The problem: Look through the entries below and count the lines with the word "path" in them; give only the number.

Stored items:
----------

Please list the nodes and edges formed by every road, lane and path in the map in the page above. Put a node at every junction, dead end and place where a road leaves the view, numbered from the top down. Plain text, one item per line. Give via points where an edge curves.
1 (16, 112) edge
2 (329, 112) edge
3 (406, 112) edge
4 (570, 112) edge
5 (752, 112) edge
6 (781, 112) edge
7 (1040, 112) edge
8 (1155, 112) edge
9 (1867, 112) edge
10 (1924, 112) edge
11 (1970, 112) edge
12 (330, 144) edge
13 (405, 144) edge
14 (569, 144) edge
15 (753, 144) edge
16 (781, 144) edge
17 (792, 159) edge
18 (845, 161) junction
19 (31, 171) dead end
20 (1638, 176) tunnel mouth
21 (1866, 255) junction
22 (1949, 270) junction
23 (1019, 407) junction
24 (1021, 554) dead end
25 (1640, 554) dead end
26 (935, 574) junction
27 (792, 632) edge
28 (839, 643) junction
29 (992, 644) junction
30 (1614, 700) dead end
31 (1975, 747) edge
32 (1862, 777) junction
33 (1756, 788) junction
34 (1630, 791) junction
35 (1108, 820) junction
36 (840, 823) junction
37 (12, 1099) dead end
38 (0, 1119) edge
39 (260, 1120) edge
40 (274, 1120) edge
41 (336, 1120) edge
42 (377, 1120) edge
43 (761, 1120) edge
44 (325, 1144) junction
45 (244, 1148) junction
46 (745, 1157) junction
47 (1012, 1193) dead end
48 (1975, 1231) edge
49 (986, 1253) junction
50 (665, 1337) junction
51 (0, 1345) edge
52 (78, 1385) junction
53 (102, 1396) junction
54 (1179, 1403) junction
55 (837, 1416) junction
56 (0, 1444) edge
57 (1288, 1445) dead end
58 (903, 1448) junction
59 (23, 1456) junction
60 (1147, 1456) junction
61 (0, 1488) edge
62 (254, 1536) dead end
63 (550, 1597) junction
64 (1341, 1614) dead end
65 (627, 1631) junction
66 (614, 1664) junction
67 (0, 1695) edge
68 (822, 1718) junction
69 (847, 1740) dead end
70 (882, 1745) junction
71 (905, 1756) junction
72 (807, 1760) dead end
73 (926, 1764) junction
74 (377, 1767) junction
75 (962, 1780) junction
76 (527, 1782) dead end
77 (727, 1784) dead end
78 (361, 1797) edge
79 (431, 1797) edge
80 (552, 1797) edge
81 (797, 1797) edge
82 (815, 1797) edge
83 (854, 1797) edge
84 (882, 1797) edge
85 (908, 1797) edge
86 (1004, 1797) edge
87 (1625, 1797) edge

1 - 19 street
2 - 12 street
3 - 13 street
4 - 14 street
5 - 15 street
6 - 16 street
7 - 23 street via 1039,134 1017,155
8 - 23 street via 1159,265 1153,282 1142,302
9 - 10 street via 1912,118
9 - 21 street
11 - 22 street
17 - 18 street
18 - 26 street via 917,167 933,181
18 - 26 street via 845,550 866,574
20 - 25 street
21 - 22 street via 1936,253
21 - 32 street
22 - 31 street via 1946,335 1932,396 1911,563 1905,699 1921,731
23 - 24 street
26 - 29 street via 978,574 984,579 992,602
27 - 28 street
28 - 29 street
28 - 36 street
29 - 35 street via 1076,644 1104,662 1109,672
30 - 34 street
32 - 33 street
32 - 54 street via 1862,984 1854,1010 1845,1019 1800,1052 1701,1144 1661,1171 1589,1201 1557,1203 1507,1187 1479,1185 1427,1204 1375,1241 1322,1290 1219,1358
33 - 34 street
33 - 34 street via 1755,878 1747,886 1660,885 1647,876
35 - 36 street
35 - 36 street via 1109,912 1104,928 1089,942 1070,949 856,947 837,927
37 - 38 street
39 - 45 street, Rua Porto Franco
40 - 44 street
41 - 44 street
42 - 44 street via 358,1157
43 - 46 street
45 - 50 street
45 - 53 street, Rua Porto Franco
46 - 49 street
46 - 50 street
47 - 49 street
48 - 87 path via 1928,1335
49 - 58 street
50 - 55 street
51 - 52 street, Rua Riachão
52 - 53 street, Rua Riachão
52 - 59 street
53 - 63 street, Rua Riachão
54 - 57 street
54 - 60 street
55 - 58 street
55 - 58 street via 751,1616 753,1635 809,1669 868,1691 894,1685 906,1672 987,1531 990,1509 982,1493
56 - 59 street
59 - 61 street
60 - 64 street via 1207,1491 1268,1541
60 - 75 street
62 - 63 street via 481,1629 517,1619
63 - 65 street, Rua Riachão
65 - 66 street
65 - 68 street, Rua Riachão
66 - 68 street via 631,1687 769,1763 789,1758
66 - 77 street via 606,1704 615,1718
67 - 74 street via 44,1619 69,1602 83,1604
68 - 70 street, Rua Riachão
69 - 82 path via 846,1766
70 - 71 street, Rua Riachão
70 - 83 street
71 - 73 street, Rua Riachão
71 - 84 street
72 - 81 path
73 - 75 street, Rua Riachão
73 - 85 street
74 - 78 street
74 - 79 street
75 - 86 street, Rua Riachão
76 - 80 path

----------

Response area: 5